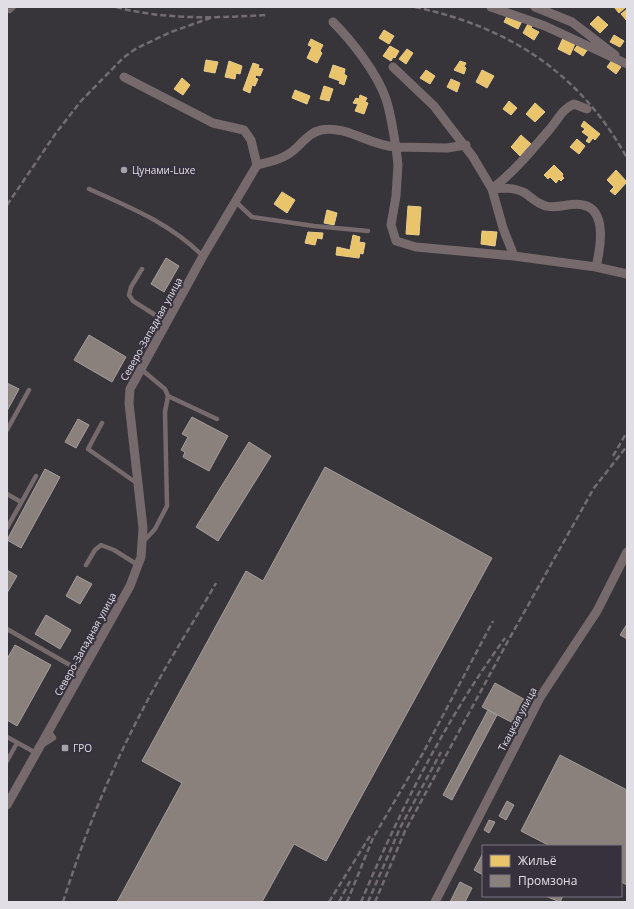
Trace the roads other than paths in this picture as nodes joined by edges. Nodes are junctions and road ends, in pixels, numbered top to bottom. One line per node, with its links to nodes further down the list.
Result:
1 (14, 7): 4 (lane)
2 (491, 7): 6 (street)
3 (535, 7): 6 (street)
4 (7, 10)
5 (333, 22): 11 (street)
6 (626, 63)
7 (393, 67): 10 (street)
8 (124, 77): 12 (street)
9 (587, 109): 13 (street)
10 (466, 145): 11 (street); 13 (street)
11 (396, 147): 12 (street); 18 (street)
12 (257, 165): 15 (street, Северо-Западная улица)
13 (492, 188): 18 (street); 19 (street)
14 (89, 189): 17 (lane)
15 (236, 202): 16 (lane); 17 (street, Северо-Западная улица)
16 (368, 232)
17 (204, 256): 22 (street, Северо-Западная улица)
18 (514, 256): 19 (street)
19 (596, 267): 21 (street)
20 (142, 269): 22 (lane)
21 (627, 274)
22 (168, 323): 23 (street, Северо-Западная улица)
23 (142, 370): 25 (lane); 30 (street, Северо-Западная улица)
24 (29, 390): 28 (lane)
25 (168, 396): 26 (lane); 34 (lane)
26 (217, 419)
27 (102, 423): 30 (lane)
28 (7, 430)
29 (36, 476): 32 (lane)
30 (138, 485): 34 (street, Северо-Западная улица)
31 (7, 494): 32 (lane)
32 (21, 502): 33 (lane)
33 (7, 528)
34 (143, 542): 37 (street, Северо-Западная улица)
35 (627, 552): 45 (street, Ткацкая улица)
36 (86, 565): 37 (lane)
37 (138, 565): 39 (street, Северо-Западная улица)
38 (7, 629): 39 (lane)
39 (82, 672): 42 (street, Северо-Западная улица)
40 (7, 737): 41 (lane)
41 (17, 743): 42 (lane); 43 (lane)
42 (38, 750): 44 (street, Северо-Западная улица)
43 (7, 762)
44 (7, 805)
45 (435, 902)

* _ASSIGNMENT_:
Print every entry exactly. Pictures are not part of the copy.

* _RESPONSE BELOW_:
Trace the roads other than paths in this picture as nodes joined by edges. Nodes are junctions and road ends, in pixels, numbered top to bottom. One line per node, with its links to nodes further down the list.
Result:
1 (14, 7): 4 (lane)
2 (491, 7): 6 (street)
3 (535, 7): 6 (street)
4 (7, 10)
5 (333, 22): 11 (street)
6 (626, 63)
7 (393, 67): 10 (street)
8 (124, 77): 12 (street)
9 (587, 109): 13 (street)
10 (466, 145): 11 (street); 13 (street)
11 (396, 147): 12 (street); 18 (street)
12 (257, 165): 15 (street, Северо-Западная улица)
13 (492, 188): 18 (street); 19 (street)
14 (89, 189): 17 (lane)
15 (236, 202): 16 (lane); 17 (street, Северо-Западная улица)
16 (368, 232)
17 (204, 256): 22 (street, Северо-Западная улица)
18 (514, 256): 19 (street)
19 (596, 267): 21 (street)
20 (142, 269): 22 (lane)
21 (627, 274)
22 (168, 323): 23 (street, Северо-Западная улица)
23 (142, 370): 25 (lane); 30 (street, Северо-Западная улица)
24 (29, 390): 28 (lane)
25 (168, 396): 26 (lane); 34 (lane)
26 (217, 419)
27 (102, 423): 30 (lane)
28 (7, 430)
29 (36, 476): 32 (lane)
30 (138, 485): 34 (street, Северо-Западная улица)
31 (7, 494): 32 (lane)
32 (21, 502): 33 (lane)
33 (7, 528)
34 (143, 542): 37 (street, Северо-Западная улица)
35 (627, 552): 45 (street, Ткацкая улица)
36 (86, 565): 37 (lane)
37 (138, 565): 39 (street, Северо-Западная улица)
38 (7, 629): 39 (lane)
39 (82, 672): 42 (street, Северо-Западная улица)
40 (7, 737): 41 (lane)
41 (17, 743): 42 (lane); 43 (lane)
42 (38, 750): 44 (street, Северо-Западная улица)
43 (7, 762)
44 (7, 805)
45 (435, 902)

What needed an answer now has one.